Jonas Pinsent seems to have recovered his property, as Jonas “of Henstreet, in Bovey Tracey,” took Thomas Hart, gent., his wife, Anne and their son, John, to court in 1691 over their disputed ownership of Hart’s tenement. Jonas claimed that he purchased the property from the Harts in 1675 for £155 0s 0d. The issue was whether Thomas Hart had previously sold the property to John Berryman – or had sold it to him sometime later and backdated the deeds so as to establish his ownership. Once again, Jonas sought clarification through the High Court of Chancery (C2/CHAS/P1/62-26131).

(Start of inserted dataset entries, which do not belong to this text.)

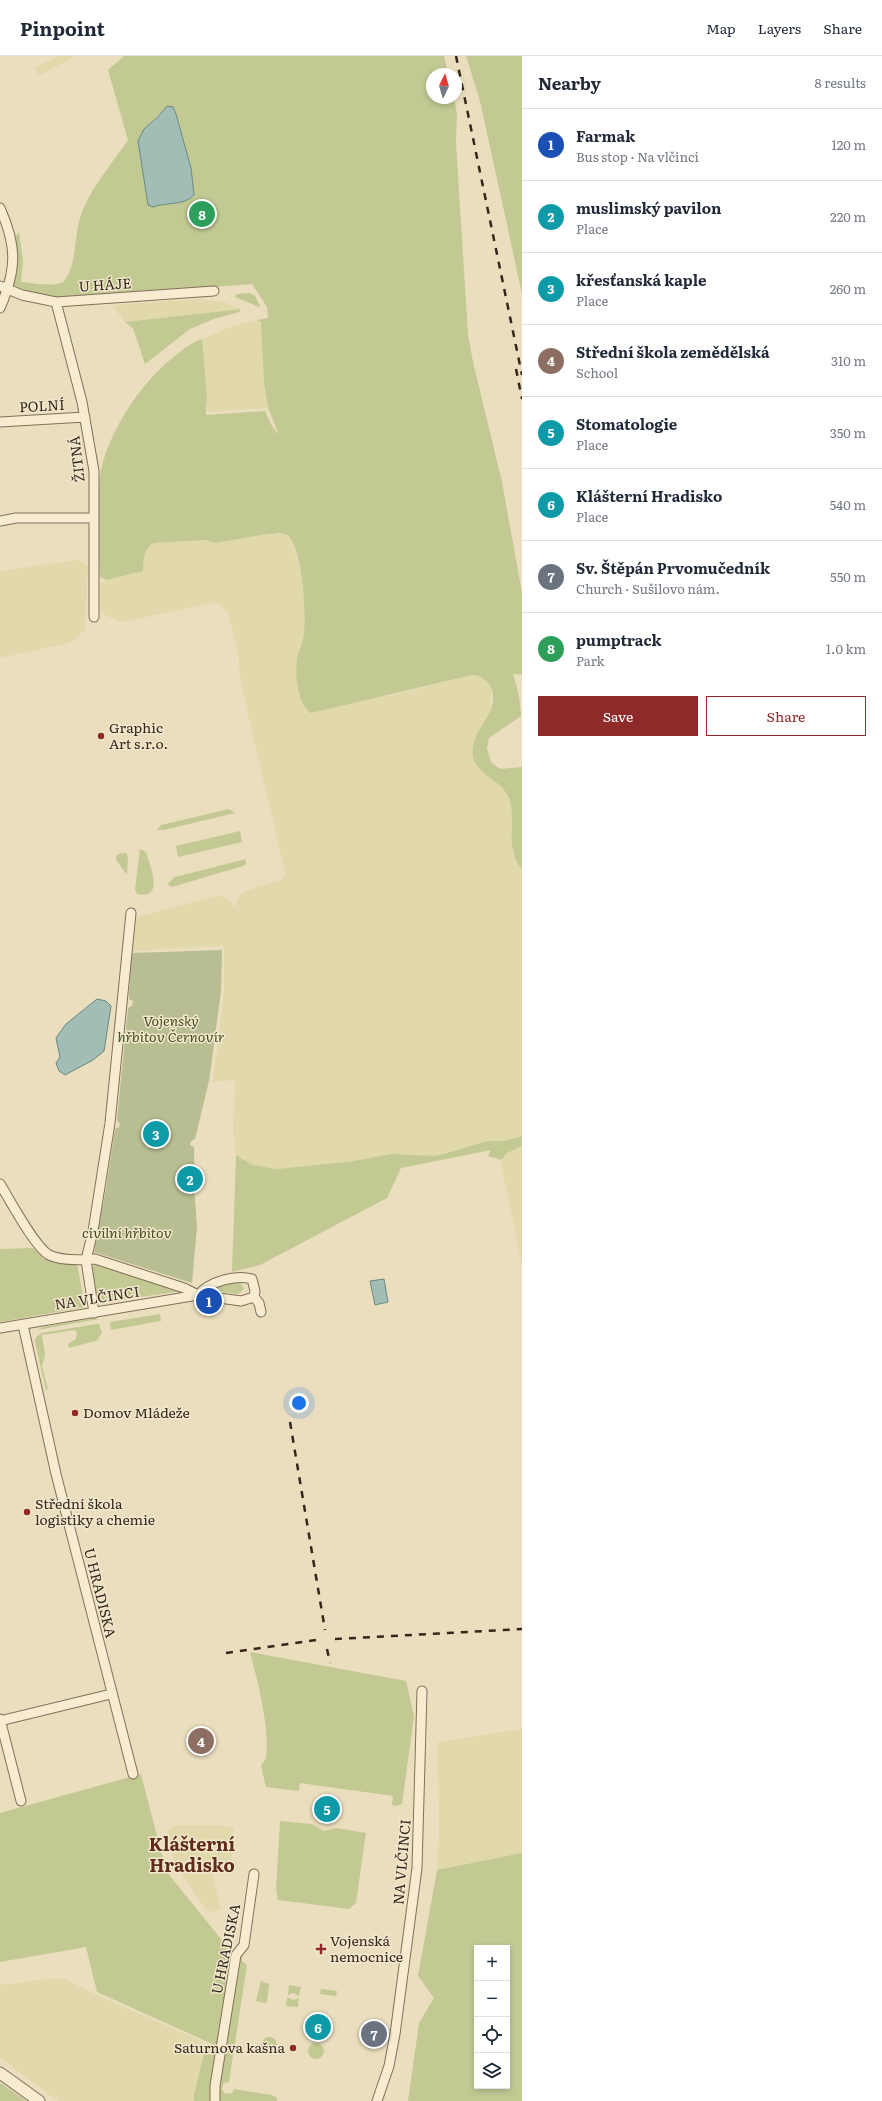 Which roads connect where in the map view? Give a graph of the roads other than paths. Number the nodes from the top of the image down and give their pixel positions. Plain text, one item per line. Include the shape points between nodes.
1 (0, 208) edge
2 (4, 287) edge
3 (214, 291) dead end
4 (56, 302) junction
5 (0, 308) edge
6 (85, 417) junction
7 (0, 422) edge
8 (93, 518) junction
9 (0, 522) edge
10 (94, 617) dead end
11 (131, 913) dead end
12 (0, 1184) edge
13 (86, 1260) junction
14 (198, 1295) junction
15 (254, 1297) junction
16 (261, 1312) dead end
17 (94, 1313) junction
18 (23, 1324) junction
19 (0, 1328) edge
20 (422, 1691) dead end
21 (111, 1694) junction
22 (0, 1721) edge
23 (133, 1774) dead end
24 (21, 1800) dead end
25 (254, 1874) dead end
26 (0, 2073) edge
27 (39, 2101) edge
28 (215, 2101) edge
29 (377, 2101) edge

1 - 2 street via 13,243 13,265
2 - 4 street, U HÁJE via 22,295
2 - 5 street
3 - 4 street, U HÁJE
4 - 6 street, ŽITNÁ
6 - 7 street, POLNÍ
6 - 8 street, ŽITNÁ via 94,470
8 - 9 street via 16,518
8 - 10 street, ŽITNÁ
11 - 13 street via 110,1123
12 - 13 street via 37,1243 47,1254
13 - 14 street via 95,1259
13 - 17 street
14 - 15 street, NA VLČINCI via 241,1301
14 - 15 street, NA VLČINCI via 204,1288 229,1279 244,1277 252,1279
14 - 17 street, NA VLČINCI
15 - 16 street
17 - 18 street, NA VLČINCI
18 - 19 street, NA VLČINCI
18 - 21 street, U HRADISKA via 56,1474
20 - 29 street, NA VLČINCI via 417,1868 395,2034 389,2066
21 - 22 street
21 - 23 street, U HRADISKA
22 - 24 street
25 - 28 street, U HRADISKA via 244,1945 236,1955
26 - 27 street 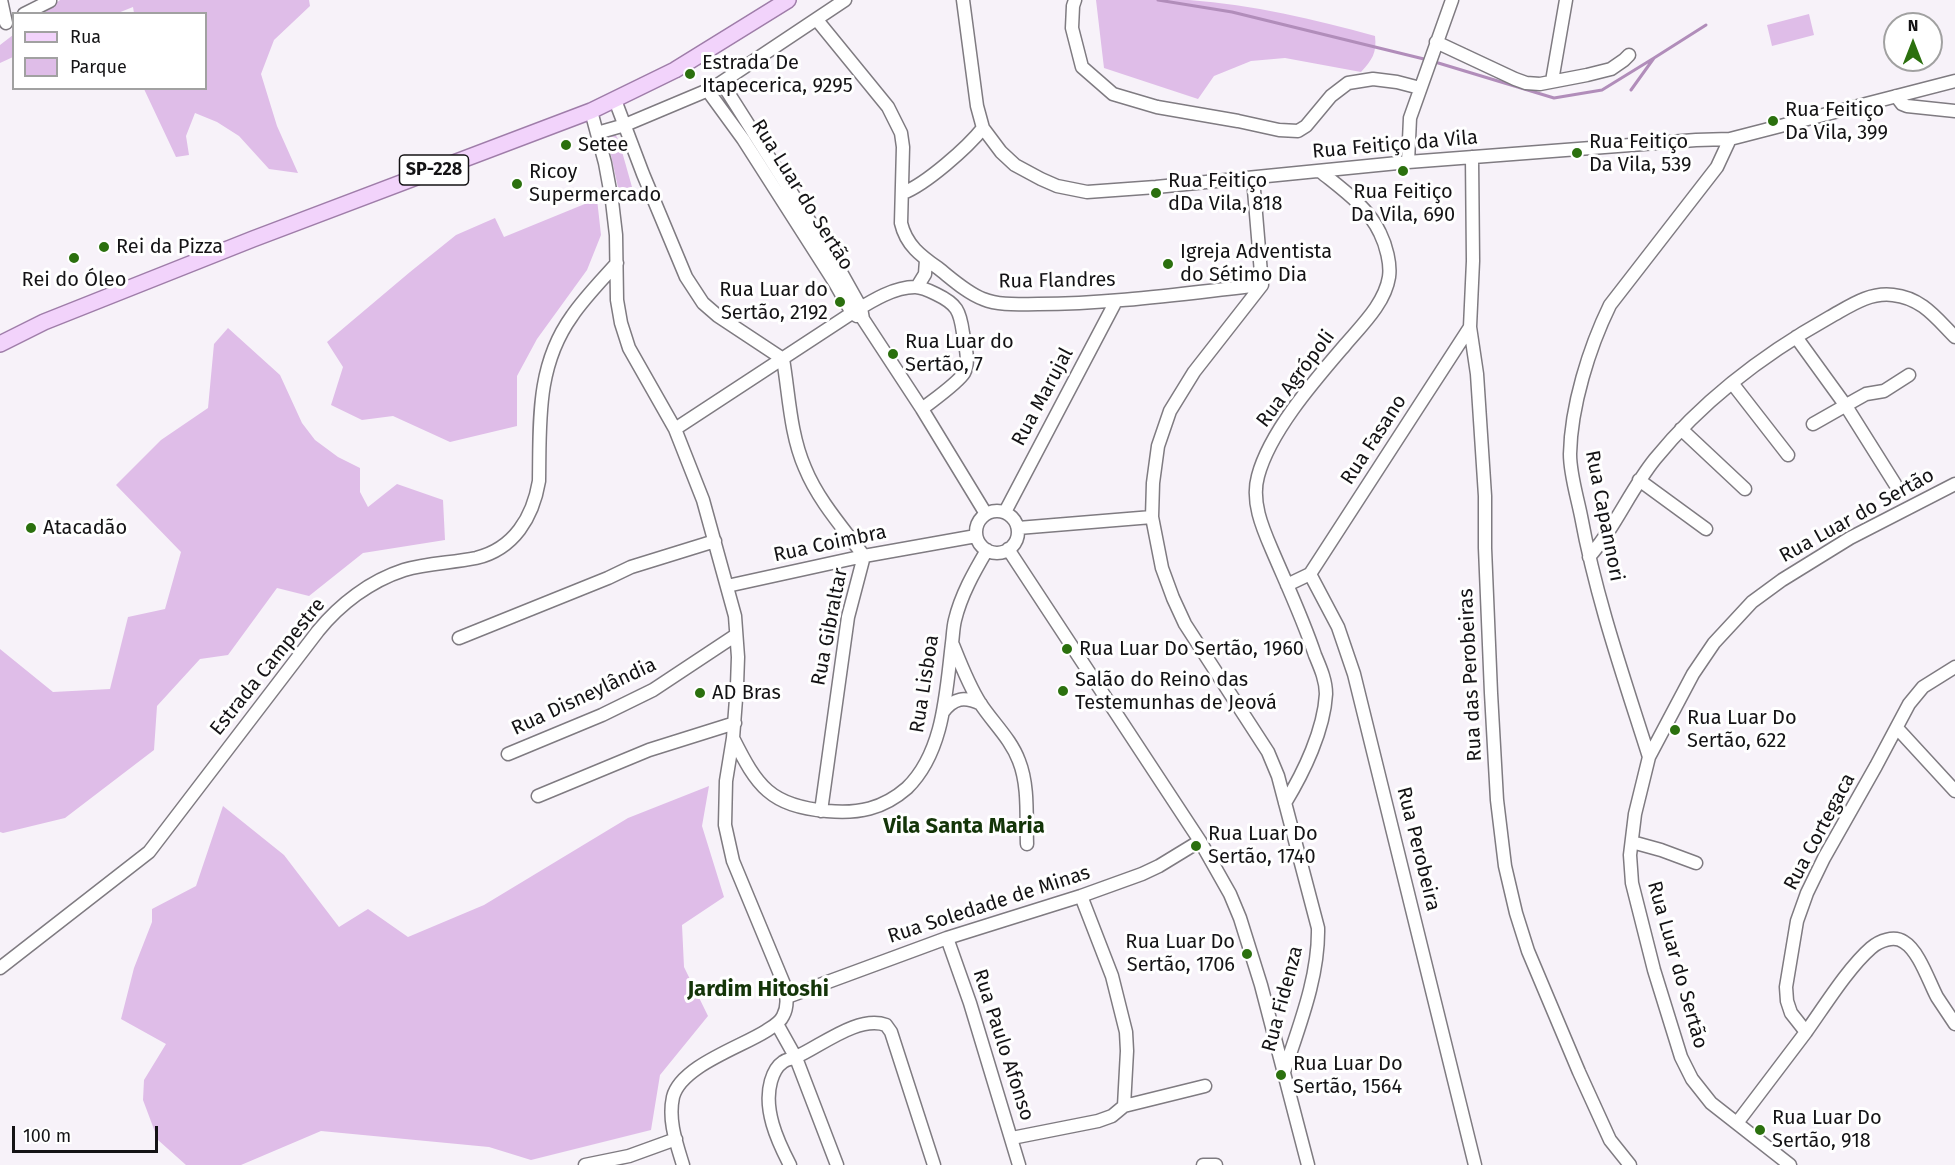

I do not know when Jonas died but it was probably after 1701 as the Woodland Deeds show that a Jonas Pinsent, along with Worthington Brice, John Mawry and Mary and Joan Tothill, signed a deed that year by which William Cullinge bought fifty acres of land in Woodland. William Cullinge was probably a relation by marriage. He had married Jonas’s aunt Elizabeth Pinsent in 1650. However, as noted below, there were other Jonas’s around and one of them could have signed the document. 

A case in Chancery in 1702 (C6/409/22) suggests that Jonas Pinsent “of Ashburton” gent., and Samuel and/or Abraham Lure were sureties for a bond of £50 (penal amount £100) borrowed from Samuel Cabell in 1689. After Samuel Cabell died, his executors focused on the Lures when trying to recover the money as “Jonas Pinsent had been in prison for debt for some time.” Samuel Lure deposed that: “they believe that Jonas Pinsent was in prison but do not believe he is insolvent. They say that Jonas had a considerable estate and could easily have paid the debt before he got into his current predicament. They believe he is in prison to avoid and defraud his creditors and not because he was sued by Samual Cabell”. Is this our Jonas?

There were at least three cousins named Jonas around at that time. One was the son of the Rev. Edward Pinsent of Loddiswell who was born in 1637. His mother moved to Woodland after his father died, and he could, of course, be the Jonas referred to with respect to the Woodland document mentioned above; however, I believe he lived in Exeter. Another Jonas was the son of Ellis Pinsent, an Exeter merchant, who was born in 1657 and served in the army in Ireland before returning to deal with his father’s estate (C6/373/10). He was busy trying to sort out his father’s estate in the 1690s, so perhaps he was the one who got into financial trouble. Life gets complicated and there is still some unraveling to do. Their lives are discussed elsewhere.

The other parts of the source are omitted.